Soil with little plants sprouting

Are You Looking After One of the World’s Most Important Resources?

Soil is one of the most valuable resources in the world and  according to the Food and Agriculture Organisation ninety-five percent of global food is produced in soils. Soil has been seen by some as being insignificant and an inconvenience, especially when it becomes waterlogged, or the wind blows or the rain washes it away. However, soil is key to life and understanding soil enables better management of land whether a farmer, developer, forester, or gardener!

In recent years there has been an increasing awareness of the value of soil to crop growth and especially carbon capture and sequestration. Government targets to reach Net Zero carbon emissions by 2050 have driven this renewed interest in soil and looking at soil from more than just a crop growing structure. Sampling the soil enables landowners to know their current carbon store and what can be done to improve its level of carbon. At this stage the carbon market has more unknowns than knows and farmers and landowners would be sensible to analyse their soils but not sell any carbon credits. As it won’t be long before farmers are required to prove that they are moving toward net zero as well as other industries.

Whilst soil maps provide a helpful indication of the type of soil in an area, soil testing enables a greater understanding of soil – whether for nutrients and pH, soil structure, carbon and organic matter, or micronutrients and contaminants. Knowing and understanding your soil,  not only enables you to plan fertiliser and muck spreading more accurately, but also what the best use of the land might be. For forestry, knowing the soil and land helps decide the most suitable species and density of trees to be planted.

Testing soil isn’t new and has been a requirement since The Farming Rules for Water were introduced by the Government in 2018. The rules limit spreading of fertiliser to certain times and puts the obligation on the farmer to ensure they understand the conditions of the land before applications. The rules state that “a land manager must ensure that the results of soil sampling and analysis are taken into account” when spreading fertiliser and muck.

 In the last few months Environment Agency inspections have increased and the EA are requiring evidence of soil management plans for the farm, in part due to the requirements within the farming rules for water. Management Plans identify soil type and condition, and highlight issues that are possible risks and solutions to prevent them. Whilst this may seem over the top, it is good practice,  and could save money by ensuring that applications of fertiliser, muck and lime are done when ground conditions are optimum. Additionally, it avoids nutrients entering the watercourse and this is part of the reason why the EA are taking more interest in soil management plans.

There are challenges of sufficient storage capacity for muck and slurry, however through the Countryside Stewardship the Government has provided grants for these issues, with funding for roofing over muck middens and slurry stores, which help preserve the quality of the muck and increase the capacity of the store and diverts rainwater to clean water drains.

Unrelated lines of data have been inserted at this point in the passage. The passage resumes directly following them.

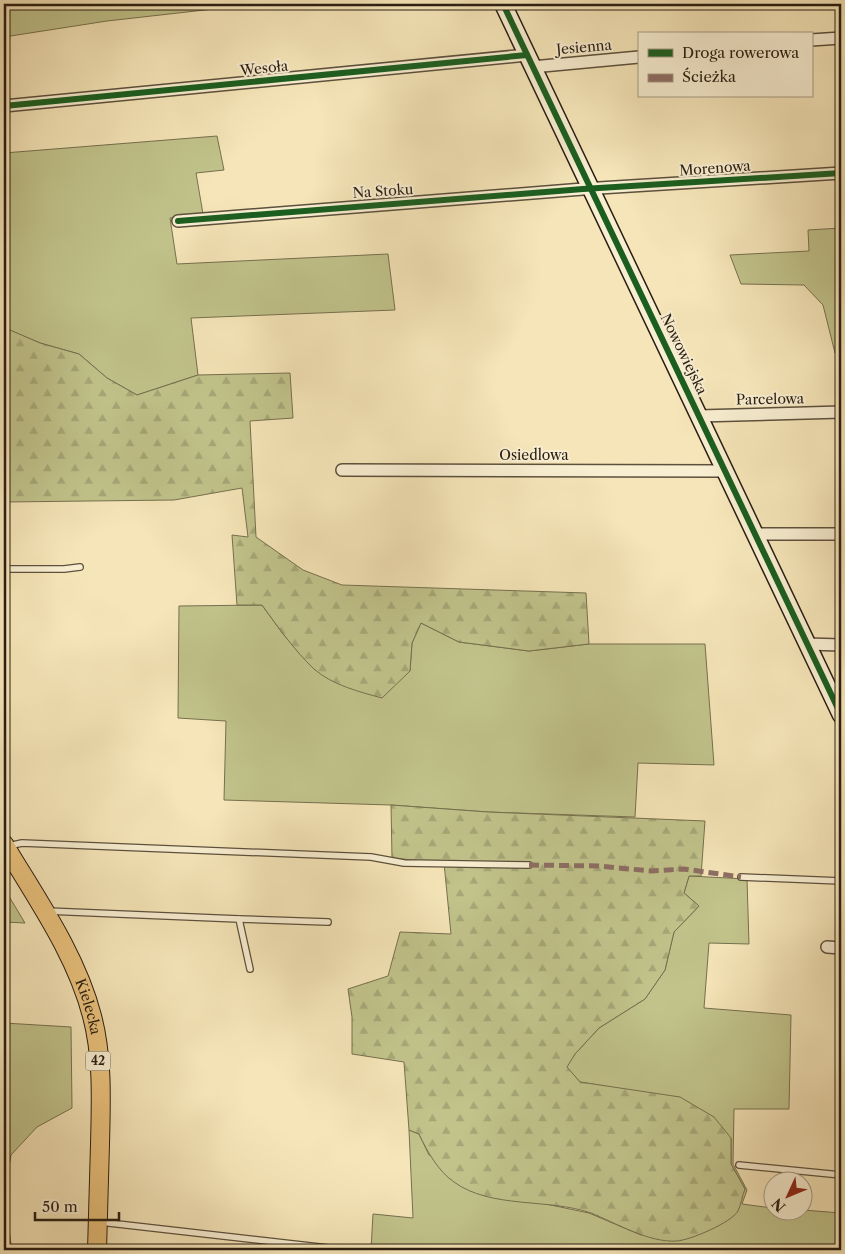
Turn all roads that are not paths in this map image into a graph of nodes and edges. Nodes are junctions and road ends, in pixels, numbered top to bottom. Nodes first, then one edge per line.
1 (502, 4) edge
2 (841, 38) edge
3 (812, 40) edge
4 (638, 57) edge
5 (529, 61) junction
6 (4, 106) edge
7 (841, 172) edge
8 (591, 189) junction
9 (178, 221) dead end
10 (841, 412) edge
11 (700, 416) junction
12 (342, 470) dead end
13 (726, 471) junction
14 (755, 534) junction
15 (841, 534) edge
16 (80, 567) dead end
17 (4, 569) edge
18 (808, 644) junction
19 (841, 644) edge
20 (841, 715) edge
21 (5, 845) edge
22 (529, 865) dead end
23 (741, 877) dead end
24 (841, 881) edge
25 (43, 911) junction
26 (239, 919) junction
27 (328, 922) dead end
28 (827, 947) dead end
29 (841, 948) edge
30 (250, 968) dead end
31 (739, 1165) dead end
32 (841, 1174) edge
33 (98, 1222) junction
34 (96, 1250) edge
35 (346, 1250) edge

1 - 5 street, Nowowiejska
2 - 3 street
4 - 5 street, Jesienna
5 - 6 street, Wesoła
5 - 8 street, Nowowiejska
7 - 8 street, Morenowa
8 - 9 street, Na Stoku
8 - 11 street, Nowowiejska
10 - 11 street, Parcelowa
11 - 13 street, Nowowiejska
12 - 13 street, Osiedlowa
13 - 14 street, Nowowiejska
14 - 15 street
14 - 18 street, Nowowiejska
16 - 17 lane
18 - 19 street
18 - 20 street, Nowowiejska
21 - 22 lane
21 - 25 main road, Kielecka / 42
23 - 24 lane
25 - 26 lane
25 - 33 main road, Kielecka / 42
26 - 27 lane
26 - 30 lane
28 - 29 street
31 - 32 lane
33 - 34 main road, Kielecka / 42
33 - 35 lane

The new Sustainable Farming Incentive provides options for soil improvement and many farmers have found introducing herbal leys into their system has extended the growing season and improved the soil structure thereby improving drought tolerance through the deeper roots. Clover has the benefit of increasing the nitrogen in the soil, meaning lime applications can be reduced. The varied sward provides additional benefits to animal health.  The new SFI has an action which provides a payment towards soil sampling and analysis. Whilst not a large payment (currently £5.80 per ha and £95 per SFI agreement per year) it does contribute to the cost of producing a plan which farmers should have. If a farmer already has a plan in place, then they can use that (provided it’s done within the last 5 years). For anyone in a Countryside Stewardship scheme with low input grassland options, they have been required to have soil testing every 5 years. This is a sensible frequency for testing.

The recent announcement of new SFI actions to be released this summer,  include actions relating to rewetting peat on arable and grassland soils. Using soil maps and analysing the soil on the ground helps determine the depth and condition of the peat. Doing this in the next few months places applicants in the best position to apply for these actions. As always, the full detail is yet to be released.

Soil is not just the key to farmers and foresters. Knowing the grade and structure of your soil is key for development. The National Planning Policy Framework requires that any development considers the “best and most versatile agricultural land” and “availability of agricultural land used for food production should be considered.” Agricultural Land Classification identify the soil structure and texture, along with other varying factors to assess the land grade. This enables developers to ensure they meet the requirements of planning policy but also understand the soil they will be developing whether for building or landscaping.

Soil is complex and appropriate analysis and understanding enables all who work with soil to manage it most effectively for the future. More could be said on soil erosion and degradation but space does not permit for this article. This shows that testing helps us have a better understanding of this resource to provide better management now but also plan for effectively for the future.